La crise de l’immobilier a-t-elle fait perdre beaucoup d’argent aux détenteurs de SCPI ?

Frédéric Puzin : Non. Ceux qui sont restés investis ont continué à percevoir leurs dividendes trimestriels (les loyers des immeubles détenus par la SCPI), aux alentours de 4,5% en moyenne. Seuls les épargnants qui ont réussi à vendre leurs parts de SCPI ont réalisé une moins-value (si la SCPI a baissé le prix de sa part) de l’ordre de 3% à 5%, ce qui reste une perte limitée ! Mais toutes les SCPI n’ont pas été contraintes de baisser le prix de leurs parts. Chez Corum, par exemple, il n’a pas bougé.

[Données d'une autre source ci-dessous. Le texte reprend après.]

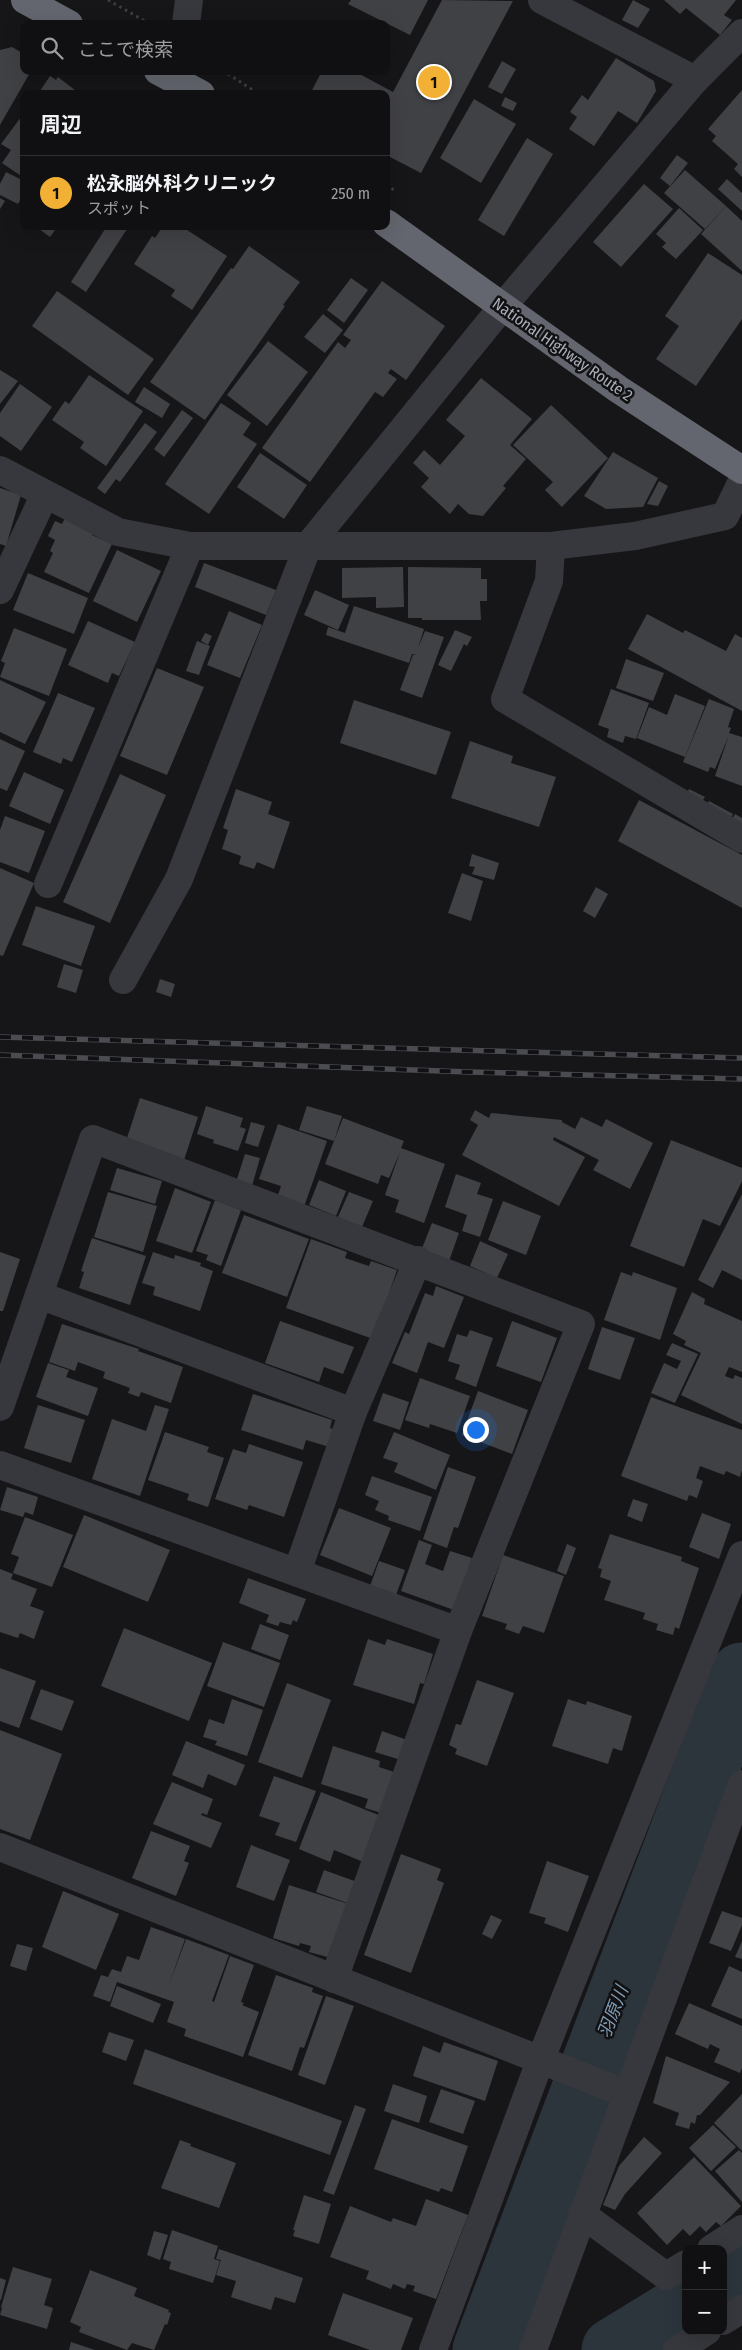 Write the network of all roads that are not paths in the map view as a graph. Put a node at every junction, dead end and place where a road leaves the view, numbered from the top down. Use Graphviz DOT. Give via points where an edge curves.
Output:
graph roads {
  1 [pos="24,0"];
  2 [pos="189,0"];
  3 [pos="542,0"];
  4 [pos="62,20"];
  5 [pos="186,20"];
  6 [pos="742,32"];
  7 [pos="169,75"];
  8 [pos="696,80"];
  9 [pos="194,90"];
  10 [pos="390,226"];
  11 [pos="503,306"];
  12 [pos="0,470"];
  13 [pos="742,470"];
  14 [pos="742,481"];
  15 [pos="46,494"];
  16 [pos="190,546"];
  17 [pos="308,546"];
  18 [pos="551,546"];
  19 [pos="0,590"];
  20 [pos="742,838"];
  21 [pos="48,884"];
  22 [pos="123,980"];
  23 [pos="418,1260"];
  24 [pos="39,1295"];
  25 [pos="0,1407"];
  26 [pos="353,1412"];
  27 [pos="0,1464"];
  28 [pos="742,1555"];
  29 [pos="297,1572"];
  30 [pos="458,1631"];
  31 [pos="742,1784"];
  32 [pos="0,1847"];
  33 [pos="334,1979"];
  34 [pos="540,2061"];
  35 [pos="626,2094"];
  36 [pos="582,2214"];
  37 [pos="742,2229"];
  38 [pos="717,2245"];
  39 [pos="682,2266"];
  40 [pos="742,2309"];
  41 [pos="727,2318"];
  42 [pos="701,2335"];
  43 [pos="434,2350"];
  44 [pos="533,2350"];
  45 [pos="677,2350"];
  1 -- 4 [label="highway"];
  2 -- 5 [label="street"];
  3 -- 8 [label="street"];
  6 -- 8 [label="street"];
  7 -- 9 [label="highway"];
  8 -- 11 [label="street"];
  10 -- 11 [label="highway, National Highway Route 2"];
  11 -- 13 [label="highway, National Highway Route 2" via="618,389"];
  11 -- 17 [label="street"];
  12 -- 15 [label="street"];
  14 -- 18 [label="street" via="725,516 635,536"];
  15 -- 16 [label="street" via="118,532"];
  15 -- 19 [label="street"];
  16 -- 17 [label="street"];
  16 -- 21 [label="street"];
  17 -- 18 [label="street"];
  17 -- 22 [label="street" via="179,879"];
  18 -- 20 [label="street" via="548,581 505,699"];
  23 -- 24 [label="street" via="94,1139"];
  23 -- 26 [label="street"];
  23 -- 30 [label="street" via="581,1324"];
  24 -- 25 [label="street"];
  24 -- 26 [label="street"];
  26 -- 29 [label="street"];
  27 -- 29 [label="street"];
  28 -- 34 [label="street"];
  29 -- 30 [label="street"];
  30 -- 33 [label="street"];
  31 -- 35 [label="street"];
  32 -- 33 [label="street"];
  33 -- 34 [label="street"];
  34 -- 35 [label="street"];
  34 -- 43 [label="street"];
  35 -- 36 [label="street"];
  36 -- 39 [label="street" via="666,2276"];
  36 -- 44 [label="street"];
  37 -- 38 [label="street"];
  40 -- 41 [label="street"];
  42 -- 45 [label="street"];
}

Plus qu’un problème de rendement ou de plus-value, la crise immobilière a entraîné un problème de liquidité dans certaines SCPI, les épargnants ne parvenant plus à revendre, faute d’acheteurs en face. Tout est parti de la flambée inflationniste et de la hausse des taux qui s’en est suivie. Avec cette hausse des taux, les placements sans risque comme le Livret A ou les comptes à terme sont remontés à des taux de rendement avoisinant les 3%. Les investisseurs n'avaient donc plus aucun intérêt à venir investir dans la pierre, car l’écart de rémunération, eu égard au risque pris, était devenu trop faible.